Mexico argued Monday that because consular help "could have, in
capital proceedings, made the difference between life and death"
for the men, the only fair way to repair the wrong was to start the
legal process over.
But Taft argued Tuesday that in a similar case in 2001, the
court had ruled that the remedy "must be left to the United
States. Must be."
He said that otherwise, U.S. police and prosecutors in every
jurisdiction would be "held hostage" while they coordinated their
criminal investigations with foreign consulates.
In the 2001 case, the court found that the United States had
failed to inform a German citizen of his right to consular
assistance.
But Walter LaGrand had already been executed in Arizona, in
defiance of an injunction by the international court.
Hearings in the Mexico case conclude Friday.
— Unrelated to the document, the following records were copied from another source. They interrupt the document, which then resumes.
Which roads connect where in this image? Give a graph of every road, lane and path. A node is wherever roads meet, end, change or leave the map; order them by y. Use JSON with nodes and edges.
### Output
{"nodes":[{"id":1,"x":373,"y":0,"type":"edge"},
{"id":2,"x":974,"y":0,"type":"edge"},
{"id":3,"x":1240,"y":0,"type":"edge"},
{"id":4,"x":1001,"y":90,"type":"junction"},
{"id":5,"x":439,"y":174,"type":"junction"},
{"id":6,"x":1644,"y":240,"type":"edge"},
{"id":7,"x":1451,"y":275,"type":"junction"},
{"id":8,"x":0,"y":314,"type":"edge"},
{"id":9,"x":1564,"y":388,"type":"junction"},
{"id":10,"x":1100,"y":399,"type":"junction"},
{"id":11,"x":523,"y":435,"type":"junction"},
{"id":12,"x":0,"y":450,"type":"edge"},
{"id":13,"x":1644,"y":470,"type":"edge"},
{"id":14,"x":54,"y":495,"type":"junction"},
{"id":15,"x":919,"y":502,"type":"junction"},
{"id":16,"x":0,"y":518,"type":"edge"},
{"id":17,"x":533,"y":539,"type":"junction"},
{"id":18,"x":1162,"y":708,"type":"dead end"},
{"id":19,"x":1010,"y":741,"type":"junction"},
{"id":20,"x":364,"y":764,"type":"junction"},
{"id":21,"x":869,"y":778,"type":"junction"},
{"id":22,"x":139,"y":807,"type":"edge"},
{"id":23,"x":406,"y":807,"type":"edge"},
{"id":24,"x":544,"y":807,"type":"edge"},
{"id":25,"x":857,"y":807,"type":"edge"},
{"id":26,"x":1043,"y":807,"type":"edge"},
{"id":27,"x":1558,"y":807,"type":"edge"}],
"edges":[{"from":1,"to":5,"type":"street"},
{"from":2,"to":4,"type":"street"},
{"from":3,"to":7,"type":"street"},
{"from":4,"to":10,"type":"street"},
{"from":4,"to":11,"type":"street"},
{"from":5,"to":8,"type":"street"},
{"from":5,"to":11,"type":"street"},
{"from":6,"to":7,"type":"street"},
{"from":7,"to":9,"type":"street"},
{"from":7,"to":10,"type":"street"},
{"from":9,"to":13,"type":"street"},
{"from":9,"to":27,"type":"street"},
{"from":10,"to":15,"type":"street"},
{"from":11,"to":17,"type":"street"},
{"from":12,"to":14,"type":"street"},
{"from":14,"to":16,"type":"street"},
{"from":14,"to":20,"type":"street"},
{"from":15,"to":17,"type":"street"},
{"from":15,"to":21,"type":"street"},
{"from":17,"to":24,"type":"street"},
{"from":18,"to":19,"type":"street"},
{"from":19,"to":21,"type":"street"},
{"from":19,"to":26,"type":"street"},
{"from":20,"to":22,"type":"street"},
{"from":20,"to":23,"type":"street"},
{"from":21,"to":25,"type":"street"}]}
No date has been
set for a ruling.
The case drew international attention in February, when the
court's 15-judge panel unanimously ordered the United States to
delay the executions of three men until it could hear the case in
full.
Mexicans Cesar Fierro, Roberto Ramos and Osbaldo Torres remain
on U.S. death row, and none has had an execution date set.
In November, the U.S. Supreme Court declined to hear an appeal
based on the Vienna Convention from Torres, who was convicted of
killing two people during a burglary in Oklahoma City in 1993.
Clintonista Breyer Sides With the Globalists
But in a dissenting opinion, Justice Stephen Breyer wrote that
it was "manifestly unfair" for U.S. courts to ignore such
appeals.
"It surely is reasonable to presume that most foreign nationals
are unaware of the provisions of the Vienna Convention (as are, it
seems, many local prosecutors)," Breyer wrote.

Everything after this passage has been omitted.